By Alison Morton.

People often imagine recovery as something that happens in a counseling room, a medical office, or a support group. But in my experience working with patients through the UNC REACH Dental Clinic, recovery often begins somewhere far more unexpected: the dental chair.
One of my patients recently told me she spends hours each week trying to manage unrelenting tooth pain. She has visited multiple clinics, missed work, and still cannot find relief. The spaces left behind from earlier tooth extractions make her feel embarrassed to smile, and she worries people judge her before she has a chance to speak. She is ready to rebuild her life, but the discomfort and stigma tied to her oral health are constant barriers.
Another patient, further along in his recovery journey, had quit tobacco six months earlier—a remarkable achievement. Yet every morning he is reminded of his old habit when he looks in the mirror and sees the deep brown staining it left on his teeth. He has replaced cigarettes with running, a healthier routine he is proud of, but the lingering evidence of his past makes it harder to feel like he has truly turned the page.
These two individuals have very different dental needs: one may require endodontic therapy and prosthodontic care; the other likely just a thorough cleaning. But their stories share a message we cannot afford to overlook: oral health is not cosmetic to recovery—it is foundational.
Dental pain steals time, energy, and stability. Missing teeth can limit job prospects and fuel harmful assumptions about a person’s character or history. Lingering stains or untreated disease can tether someone emotionally to a version of themselves they are working hard to leave behind. For people navigating substance use recovery, severe mental illness, recent incarceration, housing insecurity, or disability, the mouth becomes more than a site of disease. It is a site of identity, confidence, and possibility.
Yet dentistry is often the last service incorporated into recovery-oriented care. Many programs integrate primary care, mental health, peer support, and social work—essential components—but exclude dental providers entirely. This gap has consequences. Untreated oral pain can derail a patient’s ability to work, sleep, or focus on counseling. Missing or damaged teeth can become visible markers that reinforce stigma. And procedural delays can undermine a patient’s momentum at the exact moment when they are trying to move forward.
The solution is simple: dentistry must be included in interdisciplinary recovery environments.
Not as an optional referral, not as a luxury service, but as a core component of rehabilitation.
At the UNC REACH Dental Clinic, we witness the difference this integration makes. When someone receives a properly fitting prosthesis that restores function and dignity, they begin to approach job interviews differently. When a patient finally gets out of pain after months of distress, they can redirect energy toward stability instead of survival. When we remove the tobacco staining that constantly reminds someone of their past, they are empowered to embrace their future.

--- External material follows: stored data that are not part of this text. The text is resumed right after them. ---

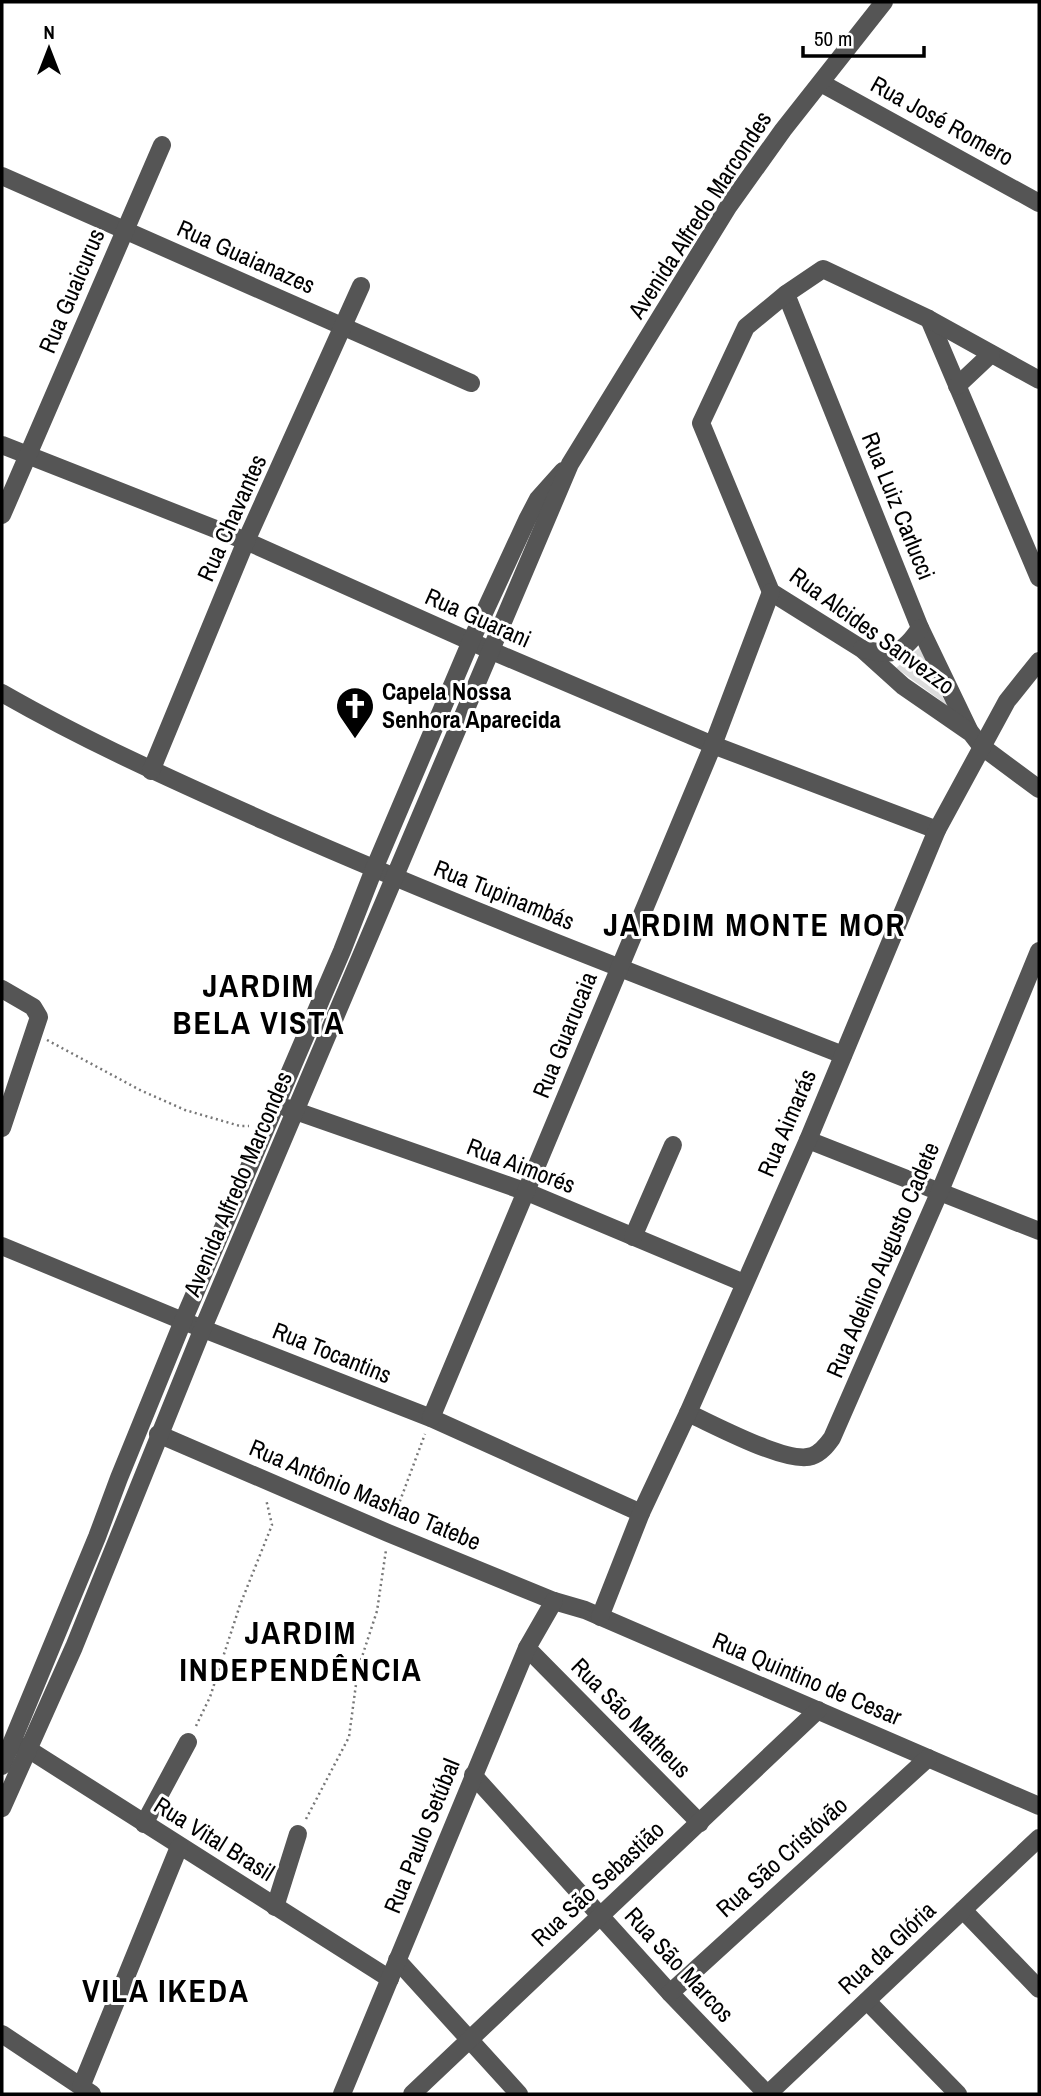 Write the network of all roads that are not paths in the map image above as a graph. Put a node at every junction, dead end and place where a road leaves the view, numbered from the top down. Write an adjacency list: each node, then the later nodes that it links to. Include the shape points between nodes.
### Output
1 (884, 2): 2 (street, Avenida Alfredo Marcondes)
2 (821, 83): 5 (street, Rua José Romero); 17 (street, Avenida Alfredo Marcondes, via 728,207)
3 (162, 145): 6 (street, Rua Guaicurus)
4 (2, 176): 6 (street, Rua Guaianazes)
5 (1039, 202)
6 (124, 230): 10 (street, Rua Guaianazes); 16 (street, Rua Guaicurus)
7 (362, 286): 10 (street, Rua Chavantes)
8 (786, 293): 9 (street, Rua Alcides Sanvezzo, via 823,269); 21 (street, Rua Alcides Sanvezzo, via 746,327 701,423); 22 (street, Rua Luiz Carlucci)
9 (929, 319): 11 (street, Rua Alcides Sanvezzo); 14 (street)
10 (345, 327): 13 (street, Rua Guaianazes); 19 (street, Rua Chavantes)
11 (991, 354): 12 (street, Rua Alcides Sanvezzo); 14 (street)
12 (1039, 380)
13 (471, 383)
14 (957, 386): 20 (street)
15 (2, 445): 16 (street, Rua Guarani)
16 (26, 456): 18 (street, Rua Guaicurus); 19 (street, Rua Guarani)
17 (570, 464): 23 (street, Avenida Alfredo Marcondes, via 538,499); 25 (street, Avenida Alfredo Marcondes)
18 (2, 515)
19 (247, 541): 23 (street, Rua Guarani); 30 (street, Rua Chavantes)
20 (1039, 578)
21 (771, 592): 24 (street, Rua Alcides Sanvezzo); 29 (street, Rua Guarucaia)
22 (920, 628): 24 (street, via 902,650 881,653); 28 (street, Rua Luiz Carlucci)
23 (471, 641): 25 (street, Rua Guarani); 33 (street, Avenida Alfredo Marcondes)
24 (862, 649): 28 (street, Rua Alcides Sanvezzo)
25 (492, 651): 29 (street, Rua Guarani); 34 (street, Avenida Alfredo Marcondes)
26 (1039, 661): 28 (street, Rua Aimarás)
27 (2, 693): 30 (street, Rua Tupinambás)
28 (976, 740): 31 (street, Rua Alcides Sanvezzo); 32 (street, Rua Aimarás)
29 (713, 745): 32 (street, Rua Guarani); 36 (street, Rua Guarucaia)
30 (151, 771): 33 (street, Rua Tupinambás)
31 (1039, 789)
32 (937, 830): 38 (street, Rua Aimarás)
33 (374, 869): 34 (street, Rua Tupinambás); 39 (street, Avenida Alfredo Marcondes)
34 (396, 878): 36 (street, Rua Tupinambás); 40 (street, Avenida Alfredo Marcondes)
35 (1039, 951): 44 (street, Rua Adelino Augusto Cadete)
36 (619, 968): 38 (street, Rua Tupinambás); 45 (street, Rua Guarucaia)
37 (2, 989): 41 (street, via 33,1007 39,1023)
38 (843, 1055): 42 (street, Rua Aimarás)
39 (276, 1105): 40 (street, Rua Aimorés); 50 (street, Avenida Alfredo Marcondes)
40 (297, 1110): 45 (street, Rua Aimorés); 51 (street, Avenida Alfredo Marcondes)
41 (2, 1128)
42 (808, 1140): 44 (street); 49 (street, Rua Aimarás)
43 (673, 1145): 47 (street)
44 (940, 1191): 46 (street); 52 (street, Rua Adelino Augusto Cadete, via 824,1448 811,1457 795,1458)
45 (527, 1192): 47 (street, Rua Aimorés); 53 (street, Rua Guarucaia)
46 (1039, 1231)
47 (633, 1237): 49 (street, Rua Aimorés)
48 (2, 1245): 50 (street, Rua Tocantins)
49 (744, 1283): 52 (street, Rua Aimarás)
50 (183, 1321): 51 (street, Rua Tocantins); 56 (street, Avenida Alfredo Marcondes)
51 (203, 1328): 53 (street, Rua Tocantins); 54 (street, Avenida Alfredo Marcondes)
52 (688, 1413): 55 (street, Rua Aimarás)
53 (431, 1418): 55 (street, Rua Tocantins)
54 (159, 1434): 57 (street, Avenida Alfredo Marcondes); 58 (street, Rua Antônio Mashao Tatebe)
55 (641, 1513): 59 (street, Rua Aimarás)
56 (97, 1537): 57 (street); 63 (street, Avenida Alfredo Marcondes)
57 (116, 1547): 63 (street, Avenida Alfredo Marcondes, via 74,1647)
58 (554, 1601): 59 (street, Rua Quintino de Cesar); 60 (street, Rua Paulo Setúbal)
59 (600, 1616): 61 (street, Rua Quintino de Cesar)
60 (527, 1648): 66 (street, Rua Paulo Setúbal); 69 (street, Rua São Matheus)
61 (818, 1710): 64 (street, Rua Quintino de Cesar); 69 (street, Rua São Sebastião)
62 (188, 1742): 70 (street)
63 (20, 1746): 65 (street, Avenida Alfredo Marcondes); 68 (street, Avenida Alfredo Marcondes); 70 (street, Rua Vital Brasil)
64 (928, 1758): 67 (street, Rua Quintino de Cesar); 80 (street, Rua São Cristóvão)
65 (2, 1766)
66 (473, 1775): 76 (street, Rua São Marcos); 77 (street, Rua Paulo Setúbal)
67 (1039, 1806)
68 (2, 1808)
69 (700, 1823): 76 (street, Rua São Sebastião)
70 (144, 1824): 73 (street, Rua Vital Brasil)
71 (298, 1834): 74 (street)
72 (1039, 1838): 75 (street, Rua da Glória)
73 (179, 1847): 74 (street, Rua Vital Brasil); 84 (street)
74 (275, 1907): 78 (street, Rua Vital Brasil)
75 (963, 1910): 79 (street); 81 (street, Rua da Glória)
76 (600, 1915): 80 (street, Rua São Marcos); 83 (street, Rua São Sebastião)
77 (397, 1960): 78 (street, Rua Paulo Setúbal); 83 (street)
78 (390, 1979): 85 (street, Rua Paulo Setúbal)
79 (1039, 1989)
80 (670, 1993): 88 (street, Rua São Marcos)
81 (867, 2001): 88 (street, Rua da Glória); 89 (street)
82 (2, 2034): 84 (street)
83 (468, 2041): 86 (street, Rua São Sebastião); 87 (street)
84 (86, 2090)
85 (342, 2094)
86 (412, 2094)
87 (519, 2094)
88 (767, 2094)
89 (958, 2094)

Recovery is a whole-person journey. We cannot claim to treat the whole person if we ignore their oral health.
Here is what we can do:
Health systems should incorporate dental providers into collaborative care teams serving vulnerable populations.

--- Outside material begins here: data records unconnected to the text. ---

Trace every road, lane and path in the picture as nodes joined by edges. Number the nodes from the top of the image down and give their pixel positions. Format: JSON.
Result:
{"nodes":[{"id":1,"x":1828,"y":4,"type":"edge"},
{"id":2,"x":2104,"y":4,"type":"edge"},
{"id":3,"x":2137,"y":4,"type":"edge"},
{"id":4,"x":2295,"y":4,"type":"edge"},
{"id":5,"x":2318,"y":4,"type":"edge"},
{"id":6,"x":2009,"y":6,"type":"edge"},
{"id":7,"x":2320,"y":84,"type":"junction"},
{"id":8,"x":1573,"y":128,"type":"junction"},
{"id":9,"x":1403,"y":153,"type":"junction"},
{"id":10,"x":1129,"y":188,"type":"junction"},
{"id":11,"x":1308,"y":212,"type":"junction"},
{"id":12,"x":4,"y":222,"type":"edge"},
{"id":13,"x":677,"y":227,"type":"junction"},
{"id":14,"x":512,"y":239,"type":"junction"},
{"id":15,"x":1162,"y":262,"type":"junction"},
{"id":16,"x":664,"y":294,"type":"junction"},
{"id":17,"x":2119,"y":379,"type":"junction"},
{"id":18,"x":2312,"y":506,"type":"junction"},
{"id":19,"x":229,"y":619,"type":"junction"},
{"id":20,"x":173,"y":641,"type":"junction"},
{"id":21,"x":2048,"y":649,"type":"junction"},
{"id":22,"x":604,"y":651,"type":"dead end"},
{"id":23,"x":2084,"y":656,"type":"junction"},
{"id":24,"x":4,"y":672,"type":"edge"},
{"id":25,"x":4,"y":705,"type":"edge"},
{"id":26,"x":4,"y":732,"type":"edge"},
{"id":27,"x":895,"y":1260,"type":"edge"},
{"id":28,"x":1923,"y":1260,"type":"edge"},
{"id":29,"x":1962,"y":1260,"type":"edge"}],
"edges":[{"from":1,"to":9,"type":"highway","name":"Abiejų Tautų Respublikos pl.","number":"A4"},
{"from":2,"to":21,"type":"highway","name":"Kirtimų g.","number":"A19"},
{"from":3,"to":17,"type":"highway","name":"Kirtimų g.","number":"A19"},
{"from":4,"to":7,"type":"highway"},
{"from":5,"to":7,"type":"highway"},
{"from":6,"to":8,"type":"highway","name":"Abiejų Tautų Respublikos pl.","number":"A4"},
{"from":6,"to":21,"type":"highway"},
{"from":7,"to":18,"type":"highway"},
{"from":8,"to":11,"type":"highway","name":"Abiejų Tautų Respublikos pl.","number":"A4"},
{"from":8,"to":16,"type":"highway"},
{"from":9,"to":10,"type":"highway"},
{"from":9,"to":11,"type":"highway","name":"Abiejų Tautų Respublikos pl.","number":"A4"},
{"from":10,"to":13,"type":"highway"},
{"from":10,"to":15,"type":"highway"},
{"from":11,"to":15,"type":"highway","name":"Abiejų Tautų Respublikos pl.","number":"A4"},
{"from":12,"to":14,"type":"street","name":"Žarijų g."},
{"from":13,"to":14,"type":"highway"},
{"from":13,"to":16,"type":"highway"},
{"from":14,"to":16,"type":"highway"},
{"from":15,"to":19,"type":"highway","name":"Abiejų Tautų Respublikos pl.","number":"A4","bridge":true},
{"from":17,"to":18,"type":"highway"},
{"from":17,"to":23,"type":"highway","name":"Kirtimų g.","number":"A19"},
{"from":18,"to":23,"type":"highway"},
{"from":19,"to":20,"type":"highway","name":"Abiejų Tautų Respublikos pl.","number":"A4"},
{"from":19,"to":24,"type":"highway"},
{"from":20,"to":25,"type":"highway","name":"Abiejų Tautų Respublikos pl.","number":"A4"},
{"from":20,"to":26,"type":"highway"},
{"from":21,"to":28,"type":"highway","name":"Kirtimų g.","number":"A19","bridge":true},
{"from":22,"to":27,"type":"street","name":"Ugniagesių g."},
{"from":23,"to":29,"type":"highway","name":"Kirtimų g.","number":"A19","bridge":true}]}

Clinicians—medical, dental, behavioral health, and allied health—should actively refer to one another and recognize oral health as a determinant of recovery, not an afterthought.

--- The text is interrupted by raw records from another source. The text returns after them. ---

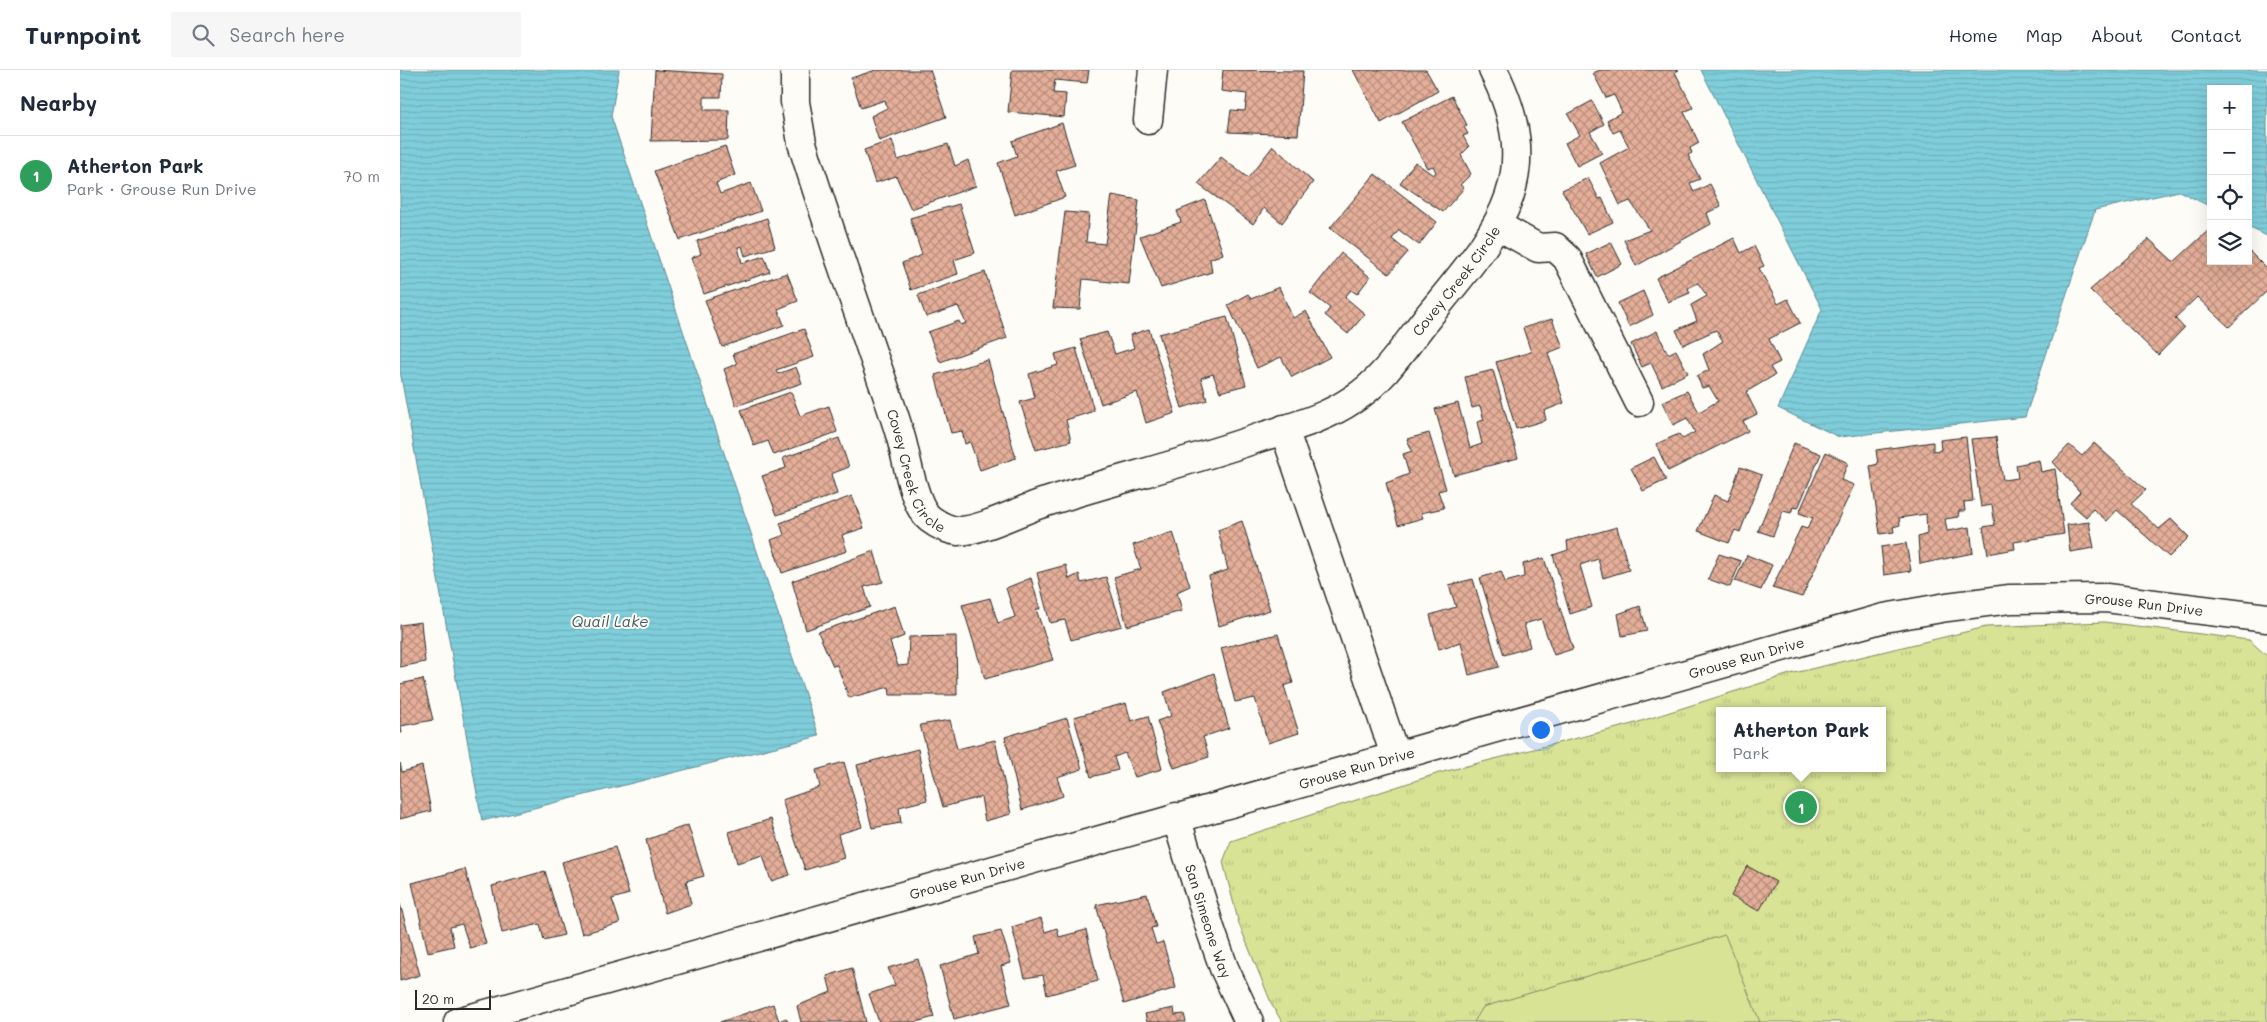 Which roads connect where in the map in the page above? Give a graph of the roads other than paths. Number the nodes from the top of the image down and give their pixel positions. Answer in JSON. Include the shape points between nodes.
{"nodes":[{"id":1,"x":795,"y":70,"type":"edge"},
{"id":2,"x":1152,"y":70,"type":"edge"},
{"id":3,"x":1493,"y":70,"type":"edge"},
{"id":4,"x":1148,"y":120,"type":"dead end"},
{"id":5,"x":1497,"y":225,"type":"junction"},
{"id":6,"x":1639,"y":402,"type":"dead end"},
{"id":7,"x":1284,"y":430,"type":"junction"},
{"id":8,"x":2267,"y":618,"type":"edge"},
{"id":9,"x":1395,"y":755,"type":"junction"},
{"id":10,"x":1176,"y":817,"type":"junction"},
{"id":11,"x":458,"y":1022,"type":"edge"},
{"id":12,"x":1249,"y":1022,"type":"edge"}],
"edges":[{"from":1,"to":7,"type":"street","name":"Covey Creek Circle","via":[[795,102],[802,143],[900,434],[919,505],[927,517],[947,529],[973,528],[1045,502],[1200,458]]},
{"from":2,"to":4,"type":"street"},
{"from":3,"to":5,"type":"street","name":"Covey Creek Circle","via":[[1512,115],[1517,160],[1510,199]]},
{"from":5,"to":6,"type":"street","via":[[1538,248],[1555,247],[1567,258]]},
{"from":5,"to":7,"type":"street","name":"Covey Creek Circle","via":[[1376,382],[1325,416]]},
{"from":7,"to":9,"type":"street"},
{"from":8,"to":9,"type":"street","name":"Grouse Run Drive","via":[[2106,598],[2010,599],[1947,607],[1847,627]]},
{"from":9,"to":10,"type":"street","name":"Grouse Run Drive"},
{"from":10,"to":11,"type":"street","name":"Grouse Run Drive"},
{"from":10,"to":12,"type":"street","name":"San Simeone Way","via":[[1210,931]]}]}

Policymakers and funders should prioritize models that embed dental services into recovery-focused programs.
And the public can advocate for oral health access by supporting community clinics, encouraging comprehensive benefits, and pushing back against stigma rooted in appearance.
Recovery already asks so much of the people going through it. Dentistry can remove barriers, restore dignity, and—sometimes—offer a fresh start.
It’s time to bring oral health into the recovery conversation.
Alison Morton
UNC Adams School of Dentistry, DDS Candidate 2027
2025–2026 BCBSNC Albert Schweitzer Fellow
The views expressed are the author’s own.